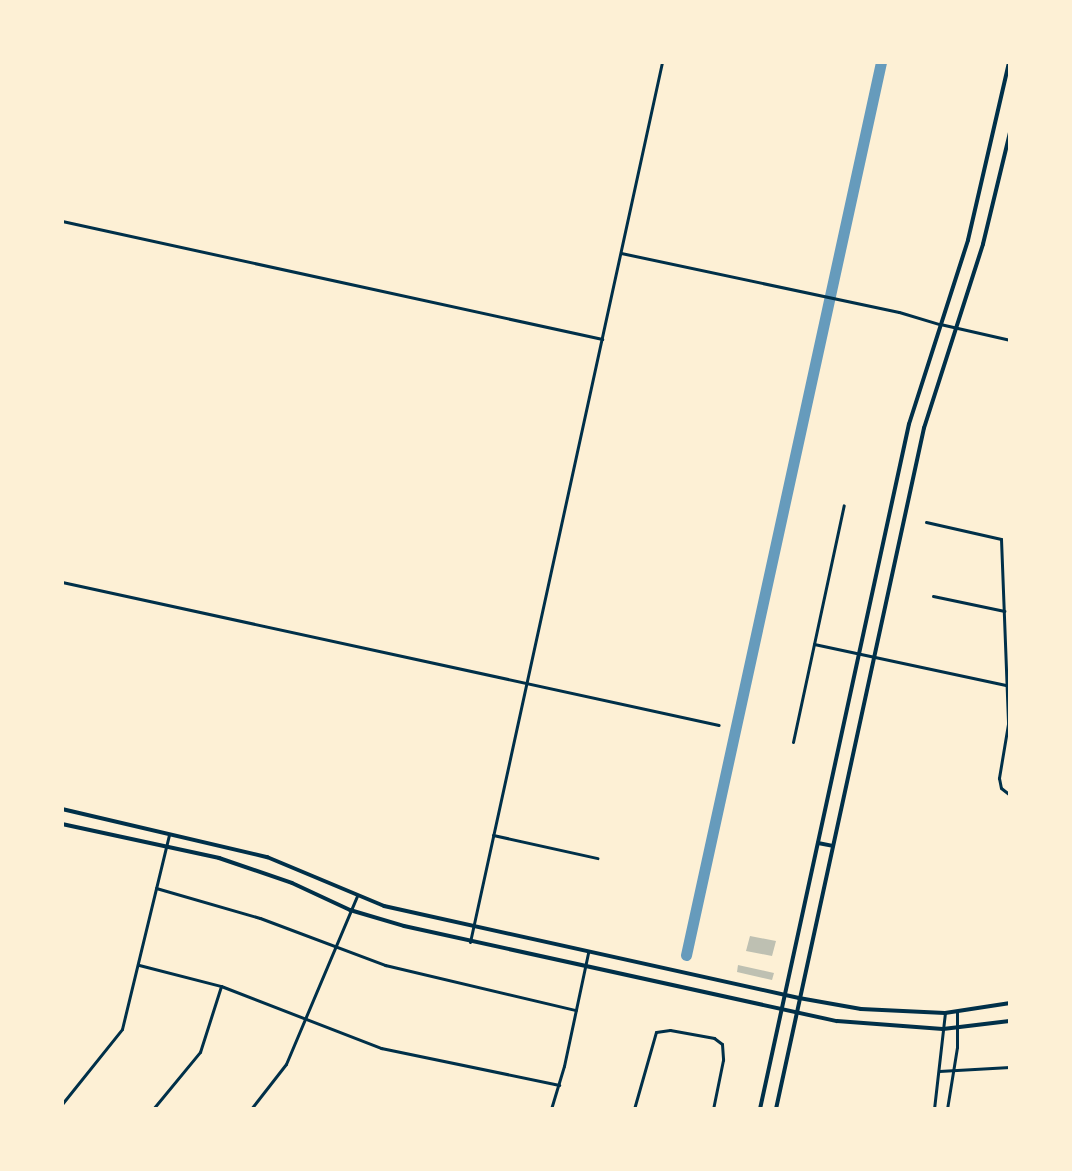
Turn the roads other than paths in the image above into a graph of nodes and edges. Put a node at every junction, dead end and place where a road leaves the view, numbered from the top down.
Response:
1 (662, 62) edge
2 (1009, 62) edge
3 (1010, 132) edge
4 (62, 221) edge
5 (621, 253) junction
6 (939, 324) junction
7 (955, 327) junction
8 (602, 339) junction
9 (1010, 340) edge
10 (844, 505) dead end
11 (926, 522) dead end
12 (62, 582) edge
13 (933, 596) dead end
14 (1004, 611) junction
15 (814, 644) junction
16 (859, 655) junction
17 (875, 658) junction
18 (527, 683) junction
19 (1007, 686) junction
20 (719, 725) dead end
21 (793, 742) dead end
22 (1010, 795) edge
23 (62, 809) edge
24 (62, 824) edge
25 (169, 834) junction
26 (493, 835) junction
27 (818, 843) junction
28 (833, 846) junction
29 (166, 847) junction
30 (597, 858) dead end
31 (156, 888) junction
32 (357, 895) junction
33 (350, 910) junction
34 (473, 928) junction
35 (470, 942) junction
36 (333, 948) junction
37 (588, 953) junction
38 (139, 965) junction
39 (585, 968) junction
40 (221, 986) junction
41 (786, 994) junction
42 (799, 998) junction
43 (1010, 1003) edge
44 (576, 1010) junction
45 (782, 1010) junction
46 (796, 1012) junction
47 (957, 1012) junction
48 (945, 1013) junction
49 (304, 1020) junction
50 (1010, 1021) edge
51 (957, 1027) junction
52 (943, 1029) junction
53 (1010, 1067) edge
54 (939, 1071) junction
55 (953, 1073) junction
56 (559, 1085) junction
57 (62, 1104) edge
58 (153, 1109) edge
59 (251, 1109) edge
60 (551, 1109) edge
61 (634, 1109) edge
62 (713, 1109) edge
63 (760, 1109) edge
64 (776, 1109) edge
65 (934, 1109) edge
66 (947, 1109) edge

1 - 5 street
2 - 6 main road
3 - 7 main road
4 - 8 street
5 - 6 street
5 - 8 street
6 - 7 street
6 - 16 main road
7 - 9 street
7 - 17 main road
8 - 18 street
10 - 15 street
11 - 14 street
12 - 18 street
13 - 14 street
14 - 19 street
15 - 16 street
15 - 21 street
16 - 17 street
16 - 27 main road
17 - 19 street
17 - 28 main road
18 - 20 street
18 - 26 street
19 - 22 street
23 - 25 main road
24 - 29 main road
25 - 29 street
25 - 32 main road
26 - 30 street
26 - 34 street
27 - 28 main road
27 - 41 main road
28 - 42 main road
29 - 31 street
29 - 33 main road
31 - 36 street
31 - 38 street
32 - 33 street
32 - 34 main road
33 - 35 main road
33 - 36 street
34 - 35 street
34 - 37 main road
35 - 39 main road
36 - 44 street
36 - 49 street
37 - 39 street
37 - 41 main road
38 - 40 street
38 - 57 street
39 - 44 street
39 - 45 main road
40 - 49 street
40 - 58 street
41 - 42 main road
41 - 45 main road
42 - 46 main road
42 - 48 main road
43 - 47 main road
44 - 56 street
45 - 46 main road
45 - 63 main road
46 - 52 main road
46 - 64 main road
47 - 48 main road
47 - 51 street
48 - 52 street
49 - 56 street
49 - 59 street
50 - 51 main road
51 - 52 main road
51 - 55 street
52 - 54 street
53 - 55 street
54 - 55 street
54 - 65 street
55 - 66 street
56 - 60 street
61 - 62 street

* **PROBLEM DETAILS**
Every entry should be written out word for word, except for its pictures.

* **EXERCISE ANSWER**
Turn the roads other than paths in the image above into a graph of nodes and edges. Put a node at every junction, dead end and place where a road leaves the view, numbered from the top down.
Response:
1 (662, 62) edge
2 (1009, 62) edge
3 (1010, 132) edge
4 (62, 221) edge
5 (621, 253) junction
6 (939, 324) junction
7 (955, 327) junction
8 (602, 339) junction
9 (1010, 340) edge
10 (844, 505) dead end
11 (926, 522) dead end
12 (62, 582) edge
13 (933, 596) dead end
14 (1004, 611) junction
15 (814, 644) junction
16 (859, 655) junction
17 (875, 658) junction
18 (527, 683) junction
19 (1007, 686) junction
20 (719, 725) dead end
21 (793, 742) dead end
22 (1010, 795) edge
23 (62, 809) edge
24 (62, 824) edge
25 (169, 834) junction
26 (493, 835) junction
27 (818, 843) junction
28 (833, 846) junction
29 (166, 847) junction
30 (597, 858) dead end
31 (156, 888) junction
32 (357, 895) junction
33 (350, 910) junction
34 (473, 928) junction
35 (470, 942) junction
36 (333, 948) junction
37 (588, 953) junction
38 (139, 965) junction
39 (585, 968) junction
40 (221, 986) junction
41 (786, 994) junction
42 (799, 998) junction
43 (1010, 1003) edge
44 (576, 1010) junction
45 (782, 1010) junction
46 (796, 1012) junction
47 (957, 1012) junction
48 (945, 1013) junction
49 (304, 1020) junction
50 (1010, 1021) edge
51 (957, 1027) junction
52 (943, 1029) junction
53 (1010, 1067) edge
54 (939, 1071) junction
55 (953, 1073) junction
56 (559, 1085) junction
57 (62, 1104) edge
58 (153, 1109) edge
59 (251, 1109) edge
60 (551, 1109) edge
61 (634, 1109) edge
62 (713, 1109) edge
63 (760, 1109) edge
64 (776, 1109) edge
65 (934, 1109) edge
66 (947, 1109) edge

1 - 5 street
2 - 6 main road
3 - 7 main road
4 - 8 street
5 - 6 street
5 - 8 street
6 - 7 street
6 - 16 main road
7 - 9 street
7 - 17 main road
8 - 18 street
10 - 15 street
11 - 14 street
12 - 18 street
13 - 14 street
14 - 19 street
15 - 16 street
15 - 21 street
16 - 17 street
16 - 27 main road
17 - 19 street
17 - 28 main road
18 - 20 street
18 - 26 street
19 - 22 street
23 - 25 main road
24 - 29 main road
25 - 29 street
25 - 32 main road
26 - 30 street
26 - 34 street
27 - 28 main road
27 - 41 main road
28 - 42 main road
29 - 31 street
29 - 33 main road
31 - 36 street
31 - 38 street
32 - 33 street
32 - 34 main road
33 - 35 main road
33 - 36 street
34 - 35 street
34 - 37 main road
35 - 39 main road
36 - 44 street
36 - 49 street
37 - 39 street
37 - 41 main road
38 - 40 street
38 - 57 street
39 - 44 street
39 - 45 main road
40 - 49 street
40 - 58 street
41 - 42 main road
41 - 45 main road
42 - 46 main road
42 - 48 main road
43 - 47 main road
44 - 56 street
45 - 46 main road
45 - 63 main road
46 - 52 main road
46 - 64 main road
47 - 48 main road
47 - 51 street
48 - 52 street
49 - 56 street
49 - 59 street
50 - 51 main road
51 - 52 main road
51 - 55 street
52 - 54 street
53 - 55 street
54 - 55 street
54 - 65 street
55 - 66 street
56 - 60 street
61 - 62 street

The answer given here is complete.